ASSIGNED TASK. Using the records below, find every line that includes "TAYLOR" and copy it.

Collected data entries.
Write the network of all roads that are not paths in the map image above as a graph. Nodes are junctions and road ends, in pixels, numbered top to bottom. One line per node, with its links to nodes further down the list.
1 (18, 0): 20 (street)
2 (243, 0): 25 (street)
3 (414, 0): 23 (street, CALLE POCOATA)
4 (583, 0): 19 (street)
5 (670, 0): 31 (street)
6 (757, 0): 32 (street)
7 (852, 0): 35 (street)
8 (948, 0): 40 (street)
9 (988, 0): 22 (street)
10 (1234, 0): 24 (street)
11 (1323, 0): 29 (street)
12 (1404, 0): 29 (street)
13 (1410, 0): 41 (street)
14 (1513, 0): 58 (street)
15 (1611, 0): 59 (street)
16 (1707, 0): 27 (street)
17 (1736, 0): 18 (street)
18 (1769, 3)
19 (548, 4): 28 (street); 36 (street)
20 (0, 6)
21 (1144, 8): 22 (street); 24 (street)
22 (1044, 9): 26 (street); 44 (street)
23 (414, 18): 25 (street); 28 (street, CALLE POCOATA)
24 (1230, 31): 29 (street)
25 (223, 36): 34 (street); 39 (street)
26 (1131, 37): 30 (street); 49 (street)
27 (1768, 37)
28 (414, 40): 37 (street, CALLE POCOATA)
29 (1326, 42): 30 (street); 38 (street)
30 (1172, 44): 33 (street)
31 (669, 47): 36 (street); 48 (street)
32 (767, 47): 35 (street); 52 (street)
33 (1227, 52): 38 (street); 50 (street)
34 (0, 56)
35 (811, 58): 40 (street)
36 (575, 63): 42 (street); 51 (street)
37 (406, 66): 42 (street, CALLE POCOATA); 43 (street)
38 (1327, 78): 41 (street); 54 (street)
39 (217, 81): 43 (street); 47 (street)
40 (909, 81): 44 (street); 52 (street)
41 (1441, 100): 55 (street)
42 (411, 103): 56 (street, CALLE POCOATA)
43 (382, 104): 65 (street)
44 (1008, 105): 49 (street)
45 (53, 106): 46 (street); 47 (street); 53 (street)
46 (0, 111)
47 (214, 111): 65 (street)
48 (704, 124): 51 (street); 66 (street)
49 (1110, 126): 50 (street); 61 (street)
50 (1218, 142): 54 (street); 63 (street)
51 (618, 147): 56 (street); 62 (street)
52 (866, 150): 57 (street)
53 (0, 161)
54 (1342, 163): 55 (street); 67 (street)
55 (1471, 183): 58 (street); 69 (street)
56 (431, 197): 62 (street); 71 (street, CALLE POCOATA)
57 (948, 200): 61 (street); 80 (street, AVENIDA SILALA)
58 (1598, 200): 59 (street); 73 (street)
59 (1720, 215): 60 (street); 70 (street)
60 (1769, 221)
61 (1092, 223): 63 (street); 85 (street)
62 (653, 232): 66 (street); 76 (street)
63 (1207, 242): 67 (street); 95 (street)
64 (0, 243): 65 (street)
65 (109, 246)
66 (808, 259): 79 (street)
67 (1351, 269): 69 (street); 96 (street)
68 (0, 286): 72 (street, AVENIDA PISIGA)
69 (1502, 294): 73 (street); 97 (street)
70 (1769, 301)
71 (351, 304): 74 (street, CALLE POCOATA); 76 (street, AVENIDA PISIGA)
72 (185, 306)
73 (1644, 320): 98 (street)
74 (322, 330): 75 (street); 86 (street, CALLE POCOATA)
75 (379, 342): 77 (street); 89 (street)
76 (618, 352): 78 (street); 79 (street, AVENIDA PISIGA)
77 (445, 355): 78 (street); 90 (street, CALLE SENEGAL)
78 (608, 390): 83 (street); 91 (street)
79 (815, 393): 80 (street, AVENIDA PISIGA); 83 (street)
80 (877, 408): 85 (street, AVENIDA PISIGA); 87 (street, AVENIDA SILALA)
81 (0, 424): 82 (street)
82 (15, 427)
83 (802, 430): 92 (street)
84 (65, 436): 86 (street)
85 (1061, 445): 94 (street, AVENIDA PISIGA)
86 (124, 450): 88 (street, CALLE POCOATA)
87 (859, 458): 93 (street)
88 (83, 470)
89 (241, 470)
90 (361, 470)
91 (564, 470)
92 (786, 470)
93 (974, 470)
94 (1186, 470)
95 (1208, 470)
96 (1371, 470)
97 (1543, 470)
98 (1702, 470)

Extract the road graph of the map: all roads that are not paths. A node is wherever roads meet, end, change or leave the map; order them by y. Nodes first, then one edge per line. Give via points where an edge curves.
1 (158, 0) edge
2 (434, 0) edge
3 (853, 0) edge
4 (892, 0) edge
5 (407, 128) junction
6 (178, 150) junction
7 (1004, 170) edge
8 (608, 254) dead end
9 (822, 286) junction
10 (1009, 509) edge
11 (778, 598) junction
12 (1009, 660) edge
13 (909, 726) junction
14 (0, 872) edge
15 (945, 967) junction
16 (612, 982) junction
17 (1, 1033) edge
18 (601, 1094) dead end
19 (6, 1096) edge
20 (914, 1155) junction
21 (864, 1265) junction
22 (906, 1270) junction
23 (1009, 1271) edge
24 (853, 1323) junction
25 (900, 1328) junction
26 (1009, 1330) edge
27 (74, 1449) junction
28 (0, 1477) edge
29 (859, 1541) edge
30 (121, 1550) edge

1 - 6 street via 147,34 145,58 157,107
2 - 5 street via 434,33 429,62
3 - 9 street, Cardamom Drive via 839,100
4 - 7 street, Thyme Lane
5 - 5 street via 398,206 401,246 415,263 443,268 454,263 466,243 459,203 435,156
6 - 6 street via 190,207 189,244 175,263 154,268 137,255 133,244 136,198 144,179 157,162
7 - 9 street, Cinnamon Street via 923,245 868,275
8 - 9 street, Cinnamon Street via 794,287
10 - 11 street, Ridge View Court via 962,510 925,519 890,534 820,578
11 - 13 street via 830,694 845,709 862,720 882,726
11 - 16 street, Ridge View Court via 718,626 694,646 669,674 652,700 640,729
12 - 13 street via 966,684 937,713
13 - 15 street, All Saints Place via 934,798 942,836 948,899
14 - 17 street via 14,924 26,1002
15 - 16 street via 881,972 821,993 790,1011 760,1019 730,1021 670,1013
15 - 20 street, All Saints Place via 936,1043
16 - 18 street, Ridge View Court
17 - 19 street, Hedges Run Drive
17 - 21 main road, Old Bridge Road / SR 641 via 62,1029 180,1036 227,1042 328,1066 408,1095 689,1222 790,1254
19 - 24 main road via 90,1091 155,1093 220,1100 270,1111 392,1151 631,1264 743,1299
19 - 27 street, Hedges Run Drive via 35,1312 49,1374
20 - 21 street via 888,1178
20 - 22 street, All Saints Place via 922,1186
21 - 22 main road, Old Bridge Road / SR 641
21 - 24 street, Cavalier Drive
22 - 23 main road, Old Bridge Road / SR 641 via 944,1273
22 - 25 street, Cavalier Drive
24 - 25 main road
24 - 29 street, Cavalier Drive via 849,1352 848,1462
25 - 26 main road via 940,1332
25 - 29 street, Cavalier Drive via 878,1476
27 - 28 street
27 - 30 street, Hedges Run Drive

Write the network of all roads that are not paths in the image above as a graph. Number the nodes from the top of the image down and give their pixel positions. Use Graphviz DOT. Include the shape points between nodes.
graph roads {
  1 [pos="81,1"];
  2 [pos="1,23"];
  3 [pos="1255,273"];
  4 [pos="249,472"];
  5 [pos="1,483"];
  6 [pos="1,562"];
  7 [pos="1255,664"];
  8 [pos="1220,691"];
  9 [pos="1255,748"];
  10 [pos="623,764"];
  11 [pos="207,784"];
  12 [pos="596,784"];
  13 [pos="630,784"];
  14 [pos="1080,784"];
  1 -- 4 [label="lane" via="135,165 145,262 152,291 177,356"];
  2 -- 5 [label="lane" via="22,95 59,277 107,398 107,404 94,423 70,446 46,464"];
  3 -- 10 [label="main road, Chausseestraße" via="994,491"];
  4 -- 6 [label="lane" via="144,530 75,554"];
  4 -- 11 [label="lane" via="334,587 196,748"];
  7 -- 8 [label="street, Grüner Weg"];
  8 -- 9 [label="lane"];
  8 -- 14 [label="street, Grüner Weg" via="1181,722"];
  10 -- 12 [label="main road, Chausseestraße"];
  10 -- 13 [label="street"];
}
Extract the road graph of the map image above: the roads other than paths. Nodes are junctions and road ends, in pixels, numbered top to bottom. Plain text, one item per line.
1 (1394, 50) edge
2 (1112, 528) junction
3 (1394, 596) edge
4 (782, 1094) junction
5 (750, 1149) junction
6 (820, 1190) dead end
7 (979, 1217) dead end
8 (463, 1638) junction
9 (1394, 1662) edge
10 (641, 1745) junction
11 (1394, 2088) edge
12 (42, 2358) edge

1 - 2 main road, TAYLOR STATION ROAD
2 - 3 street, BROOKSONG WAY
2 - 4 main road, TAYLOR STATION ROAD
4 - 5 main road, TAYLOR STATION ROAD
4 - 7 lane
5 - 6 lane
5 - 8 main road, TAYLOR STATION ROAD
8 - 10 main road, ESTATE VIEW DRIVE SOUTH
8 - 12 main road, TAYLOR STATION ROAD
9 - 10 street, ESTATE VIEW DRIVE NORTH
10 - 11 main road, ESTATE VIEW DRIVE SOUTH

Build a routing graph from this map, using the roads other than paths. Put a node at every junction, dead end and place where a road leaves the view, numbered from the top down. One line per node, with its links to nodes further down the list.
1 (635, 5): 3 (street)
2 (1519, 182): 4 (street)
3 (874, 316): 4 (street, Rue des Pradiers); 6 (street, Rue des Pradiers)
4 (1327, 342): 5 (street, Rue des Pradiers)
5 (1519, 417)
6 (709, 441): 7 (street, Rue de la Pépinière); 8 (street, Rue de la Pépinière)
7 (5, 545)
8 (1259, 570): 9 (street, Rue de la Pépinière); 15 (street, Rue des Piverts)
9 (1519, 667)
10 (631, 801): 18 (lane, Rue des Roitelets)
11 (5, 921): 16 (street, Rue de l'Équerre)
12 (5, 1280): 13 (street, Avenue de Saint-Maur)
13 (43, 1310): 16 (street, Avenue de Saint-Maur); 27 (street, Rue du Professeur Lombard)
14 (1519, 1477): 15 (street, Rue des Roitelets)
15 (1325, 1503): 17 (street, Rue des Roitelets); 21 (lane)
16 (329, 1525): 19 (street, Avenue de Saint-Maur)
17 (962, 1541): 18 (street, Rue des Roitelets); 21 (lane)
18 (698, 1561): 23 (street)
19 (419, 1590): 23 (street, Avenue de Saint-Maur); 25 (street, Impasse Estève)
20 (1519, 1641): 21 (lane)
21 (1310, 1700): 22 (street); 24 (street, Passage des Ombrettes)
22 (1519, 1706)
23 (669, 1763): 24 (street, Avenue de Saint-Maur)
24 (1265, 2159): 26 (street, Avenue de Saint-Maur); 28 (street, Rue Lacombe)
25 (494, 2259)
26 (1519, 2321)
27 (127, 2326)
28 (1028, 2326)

OUTPUT.
1 - 2 main road, TAYLOR STATION ROAD
2 - 4 main road, TAYLOR STATION ROAD
4 - 5 main road, TAYLOR STATION ROAD
5 - 8 main road, TAYLOR STATION ROAD
8 - 12 main road, TAYLOR STATION ROAD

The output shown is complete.